[Saved data entries]

>>>

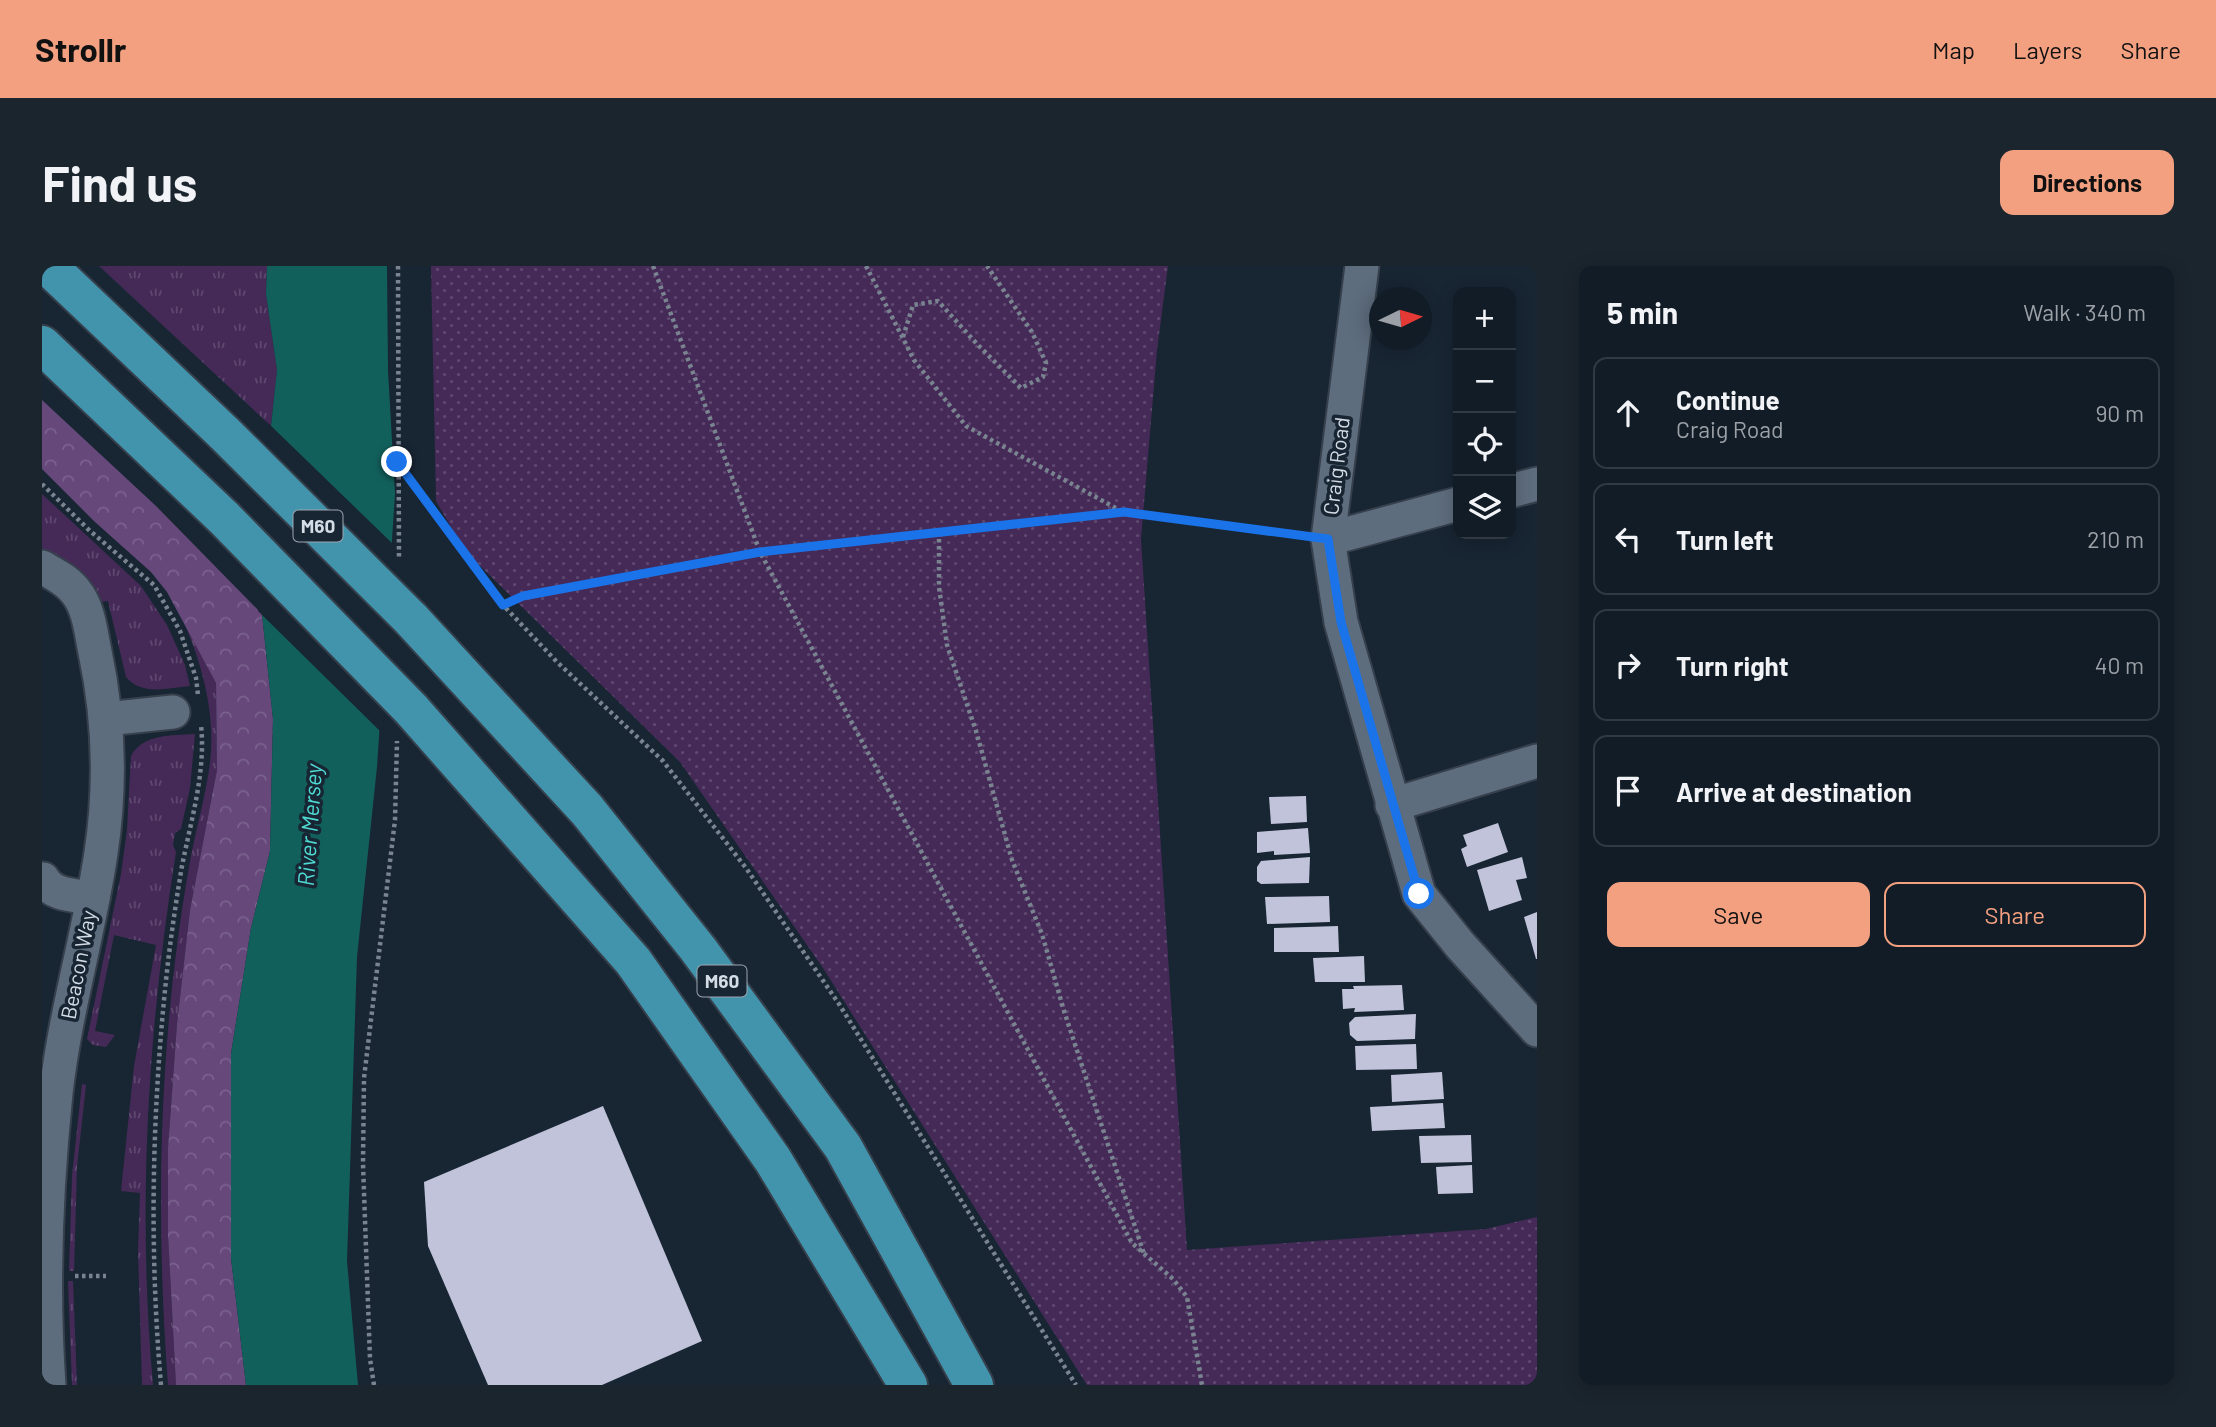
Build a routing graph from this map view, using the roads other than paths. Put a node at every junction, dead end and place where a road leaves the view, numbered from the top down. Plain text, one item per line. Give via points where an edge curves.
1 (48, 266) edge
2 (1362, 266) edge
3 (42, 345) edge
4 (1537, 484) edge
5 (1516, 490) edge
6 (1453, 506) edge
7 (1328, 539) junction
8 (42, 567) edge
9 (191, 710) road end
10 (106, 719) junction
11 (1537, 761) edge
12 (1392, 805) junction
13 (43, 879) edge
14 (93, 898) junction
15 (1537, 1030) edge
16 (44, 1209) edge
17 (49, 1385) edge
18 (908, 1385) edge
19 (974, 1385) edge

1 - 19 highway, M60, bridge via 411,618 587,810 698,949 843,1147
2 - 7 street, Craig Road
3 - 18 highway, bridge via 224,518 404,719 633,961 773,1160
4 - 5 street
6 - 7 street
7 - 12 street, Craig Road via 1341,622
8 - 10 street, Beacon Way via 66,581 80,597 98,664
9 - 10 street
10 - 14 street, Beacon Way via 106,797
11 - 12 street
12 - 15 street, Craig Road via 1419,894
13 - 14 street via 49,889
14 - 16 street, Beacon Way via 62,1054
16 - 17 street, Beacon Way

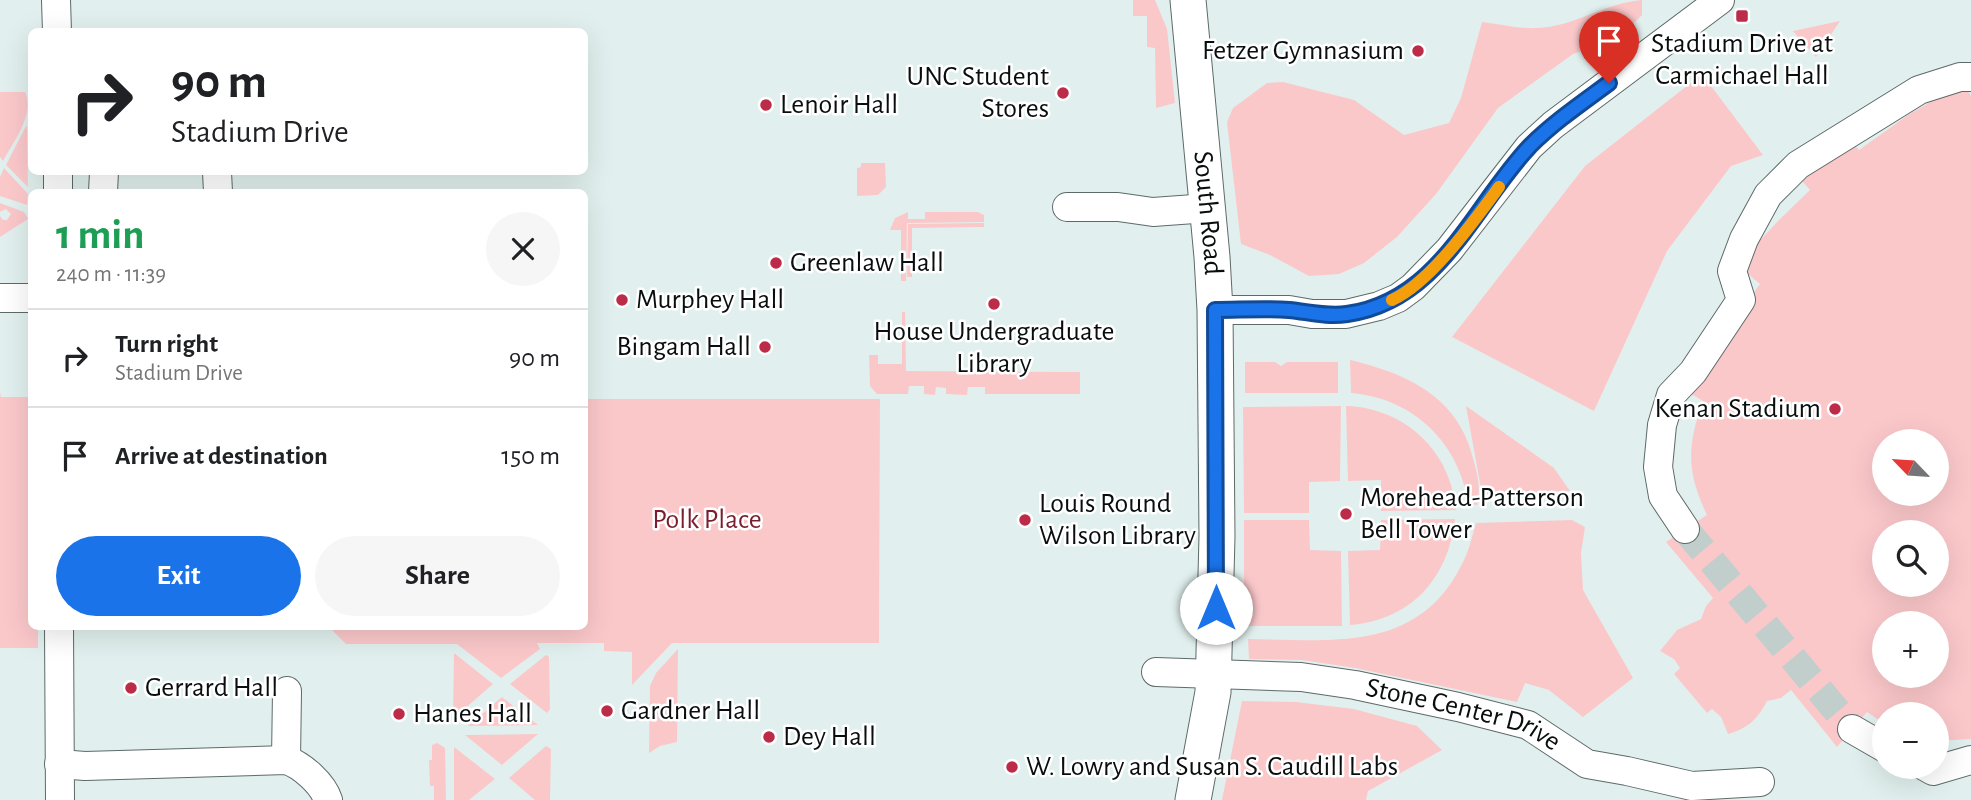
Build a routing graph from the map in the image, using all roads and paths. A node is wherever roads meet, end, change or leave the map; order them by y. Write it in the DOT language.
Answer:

<<<

Directions for this task - Would you give the records again exactly, dropping the pictures?

Output -
Build a routing graph from this map view, using the roads other than paths. Put a node at every junction, dead end and place where a road leaves the view, numbered from the top down. Plain text, one item per line. Give via points where an edge curves.
1 (48, 266) edge
2 (1362, 266) edge
3 (42, 345) edge
4 (1537, 484) edge
5 (1516, 490) edge
6 (1453, 506) edge
7 (1328, 539) junction
8 (42, 567) edge
9 (191, 710) road end
10 (106, 719) junction
11 (1537, 761) edge
12 (1392, 805) junction
13 (43, 879) edge
14 (93, 898) junction
15 (1537, 1030) edge
16 (44, 1209) edge
17 (49, 1385) edge
18 (908, 1385) edge
19 (974, 1385) edge

1 - 19 highway, M60, bridge via 411,618 587,810 698,949 843,1147
2 - 7 street, Craig Road
3 - 18 highway, bridge via 224,518 404,719 633,961 773,1160
4 - 5 street
6 - 7 street
7 - 12 street, Craig Road via 1341,622
8 - 10 street, Beacon Way via 66,581 80,597 98,664
9 - 10 street
10 - 14 street, Beacon Way via 106,797
11 - 12 street
12 - 15 street, Craig Road via 1419,894
13 - 14 street via 49,889
14 - 16 street, Beacon Way via 62,1054
16 - 17 street, Beacon Way

Build a routing graph from the map in the image, using all roads and paths. A node is wherever roads meet, end, change or leave the map; order them by y. Write it in the DOT language.
Answer:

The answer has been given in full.